*** The data ***

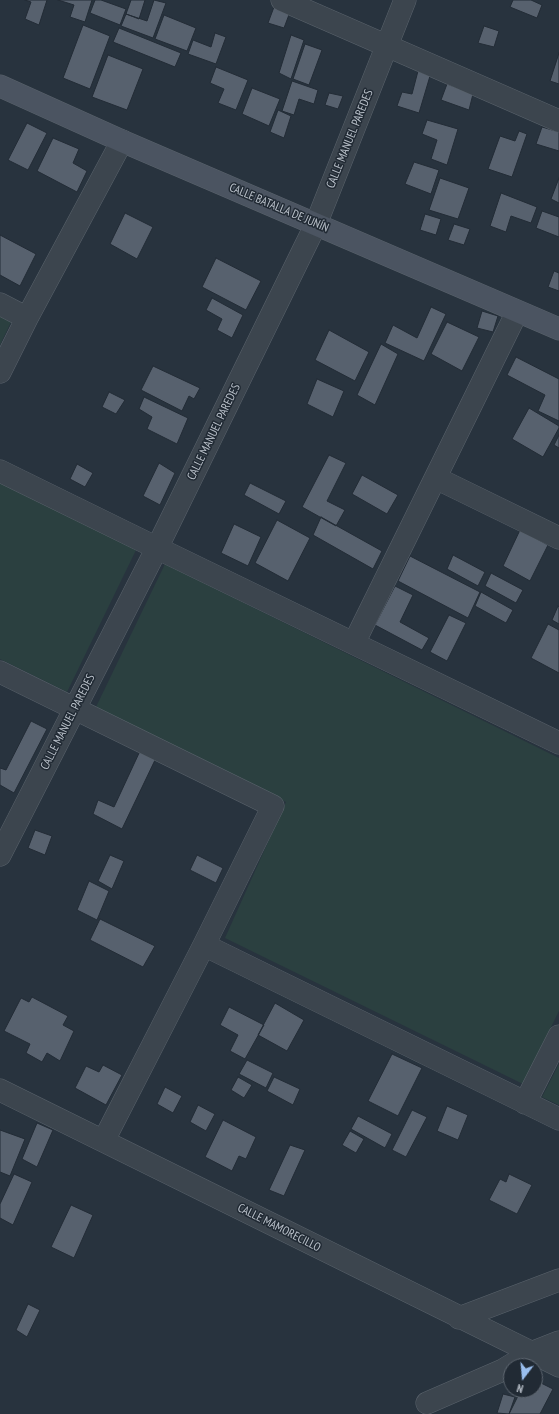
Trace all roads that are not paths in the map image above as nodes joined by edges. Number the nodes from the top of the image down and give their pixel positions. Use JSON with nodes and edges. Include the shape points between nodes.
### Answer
{"nodes":[{"id":1,"x":282,"y":0,"type":"edge"},
{"id":2,"x":405,"y":0,"type":"edge"},
{"id":3,"x":386,"y":45,"type":"junction"},
{"id":4,"x":0,"y":86,"type":"edge"},
{"id":5,"x":559,"y":121,"type":"edge"},
{"id":6,"x":122,"y":141,"type":"junction"},
{"id":7,"x":316,"y":224,"type":"junction"},
{"id":8,"x":0,"y":304,"type":"edge"},
{"id":9,"x":517,"y":312,"type":"junction"},
{"id":10,"x":27,"y":318,"type":"junction"},
{"id":11,"x":559,"y":330,"type":"edge"},
{"id":12,"x":0,"y":372,"type":"edge"},
{"id":13,"x":0,"y":471,"type":"edge"},
{"id":14,"x":436,"y":478,"type":"junction"},
{"id":15,"x":559,"y":538,"type":"edge"},
{"id":16,"x":157,"y":548,"type":"junction"},
{"id":17,"x":354,"y":643,"type":"junction"},
{"id":18,"x":0,"y":672,"type":"edge"},
{"id":19,"x":75,"y":708,"type":"junction"},
{"id":20,"x":559,"y":743,"type":"edge"},
{"id":21,"x":0,"y":855,"type":"edge"},
{"id":22,"x":204,"y":945,"type":"junction"},
{"id":23,"x":559,"y":1036,"type":"edge"},
{"id":24,"x":0,"y":1090,"type":"edge"},
{"id":25,"x":525,"y":1103,"type":"junction"},
{"id":26,"x":559,"y":1119,"type":"edge"},
{"id":27,"x":104,"y":1140,"type":"junction"},
{"id":28,"x":559,"y":1280,"type":"edge"},
{"id":29,"x":459,"y":1318,"type":"junction"},
{"id":30,"x":559,"y":1342,"type":"edge"},
{"id":31,"x":531,"y":1353,"type":"junction"},
{"id":32,"x":559,"y":1366,"type":"edge"},
{"id":33,"x":427,"y":1403,"type":"dead end"}],
"edges":[{"from":1,"to":3,"type":"street"},
{"from":2,"to":3,"type":"street","name":"CALLE MANUEL PAREDES"},
{"from":3,"to":5,"type":"street"},
{"from":3,"to":7,"type":"street","name":"CALLE MANUEL PAREDES"},
{"from":4,"to":6,"type":"main road","name":"CALLE BATALLA DE JUNÍN"},
{"from":6,"to":7,"type":"main road","name":"CALLE BATALLA DE JUNÍN"},
{"from":6,"to":10,"type":"street"},
{"from":7,"to":9,"type":"main road","name":"CALLE BATALLA DE JUNÍN"},
{"from":7,"to":16,"type":"street","name":"CALLE MANUEL PAREDES"},
{"from":8,"to":10,"type":"street"},
{"from":9,"to":11,"type":"main road","name":"CALLE BATALLA DE JUNÍN"},
{"from":9,"to":14,"type":"street"},
{"from":10,"to":12,"type":"street"},
{"from":13,"to":16,"type":"street"},
{"from":14,"to":15,"type":"street"},
{"from":14,"to":17,"type":"street"},
{"from":16,"to":17,"type":"street"},
{"from":16,"to":19,"type":"street","name":"CALLE MANUEL PAREDES"},
{"from":17,"to":20,"type":"street"},
{"from":18,"to":19,"type":"street"},
{"from":19,"to":21,"type":"street","name":"CALLE MANUEL PAREDES"},
{"from":19,"to":22,"type":"street","via":[[273,806]]},
{"from":22,"to":25,"type":"street"},
{"from":22,"to":27,"type":"street"},
{"from":23,"to":25,"type":"street"},
{"from":24,"to":27,"type":"street","name":"CALLE MAMORECILLO"},
{"from":25,"to":26,"type":"street"},
{"from":27,"to":29,"type":"street","name":"CALLE MAMORECILLO"},
{"from":28,"to":29,"type":"street"},
{"from":29,"to":31,"type":"street","name":"CALLE MAMORECILLO"},
{"from":30,"to":31,"type":"street"},
{"from":31,"to":32,"type":"street","name":"CALLE MAMORECILLO"},
{"from":31,"to":33,"type":"street","via":[[503,1370]]}]}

*** End of The data ***

What you need to do: The result should be a verbatim copy of the data, free of pictures.

Reply to the exercise:
Trace all roads that are not paths in the map image above as nodes joined by edges. Number the nodes from the top of the image down and give their pixel positions. Use JSON with nodes and edges. Include the shape points between nodes.
### Answer
{"nodes":[{"id":1,"x":282,"y":0,"type":"edge"},
{"id":2,"x":405,"y":0,"type":"edge"},
{"id":3,"x":386,"y":45,"type":"junction"},
{"id":4,"x":0,"y":86,"type":"edge"},
{"id":5,"x":559,"y":121,"type":"edge"},
{"id":6,"x":122,"y":141,"type":"junction"},
{"id":7,"x":316,"y":224,"type":"junction"},
{"id":8,"x":0,"y":304,"type":"edge"},
{"id":9,"x":517,"y":312,"type":"junction"},
{"id":10,"x":27,"y":318,"type":"junction"},
{"id":11,"x":559,"y":330,"type":"edge"},
{"id":12,"x":0,"y":372,"type":"edge"},
{"id":13,"x":0,"y":471,"type":"edge"},
{"id":14,"x":436,"y":478,"type":"junction"},
{"id":15,"x":559,"y":538,"type":"edge"},
{"id":16,"x":157,"y":548,"type":"junction"},
{"id":17,"x":354,"y":643,"type":"junction"},
{"id":18,"x":0,"y":672,"type":"edge"},
{"id":19,"x":75,"y":708,"type":"junction"},
{"id":20,"x":559,"y":743,"type":"edge"},
{"id":21,"x":0,"y":855,"type":"edge"},
{"id":22,"x":204,"y":945,"type":"junction"},
{"id":23,"x":559,"y":1036,"type":"edge"},
{"id":24,"x":0,"y":1090,"type":"edge"},
{"id":25,"x":525,"y":1103,"type":"junction"},
{"id":26,"x":559,"y":1119,"type":"edge"},
{"id":27,"x":104,"y":1140,"type":"junction"},
{"id":28,"x":559,"y":1280,"type":"edge"},
{"id":29,"x":459,"y":1318,"type":"junction"},
{"id":30,"x":559,"y":1342,"type":"edge"},
{"id":31,"x":531,"y":1353,"type":"junction"},
{"id":32,"x":559,"y":1366,"type":"edge"},
{"id":33,"x":427,"y":1403,"type":"dead end"}],
"edges":[{"from":1,"to":3,"type":"street"},
{"from":2,"to":3,"type":"street","name":"CALLE MANUEL PAREDES"},
{"from":3,"to":5,"type":"street"},
{"from":3,"to":7,"type":"street","name":"CALLE MANUEL PAREDES"},
{"from":4,"to":6,"type":"main road","name":"CALLE BATALLA DE JUNÍN"},
{"from":6,"to":7,"type":"main road","name":"CALLE BATALLA DE JUNÍN"},
{"from":6,"to":10,"type":"street"},
{"from":7,"to":9,"type":"main road","name":"CALLE BATALLA DE JUNÍN"},
{"from":7,"to":16,"type":"street","name":"CALLE MANUEL PAREDES"},
{"from":8,"to":10,"type":"street"},
{"from":9,"to":11,"type":"main road","name":"CALLE BATALLA DE JUNÍN"},
{"from":9,"to":14,"type":"street"},
{"from":10,"to":12,"type":"street"},
{"from":13,"to":16,"type":"street"},
{"from":14,"to":15,"type":"street"},
{"from":14,"to":17,"type":"street"},
{"from":16,"to":17,"type":"street"},
{"from":16,"to":19,"type":"street","name":"CALLE MANUEL PAREDES"},
{"from":17,"to":20,"type":"street"},
{"from":18,"to":19,"type":"street"},
{"from":19,"to":21,"type":"street","name":"CALLE MANUEL PAREDES"},
{"from":19,"to":22,"type":"street","via":[[273,806]]},
{"from":22,"to":25,"type":"street"},
{"from":22,"to":27,"type":"street"},
{"from":23,"to":25,"type":"street"},
{"from":24,"to":27,"type":"street","name":"CALLE MAMORECILLO"},
{"from":25,"to":26,"type":"street"},
{"from":27,"to":29,"type":"street","name":"CALLE MAMORECILLO"},
{"from":28,"to":29,"type":"street"},
{"from":29,"to":31,"type":"street","name":"CALLE MAMORECILLO"},
{"from":30,"to":31,"type":"street"},
{"from":31,"to":32,"type":"street","name":"CALLE MAMORECILLO"},
{"from":31,"to":33,"type":"street","via":[[503,1370]]}]}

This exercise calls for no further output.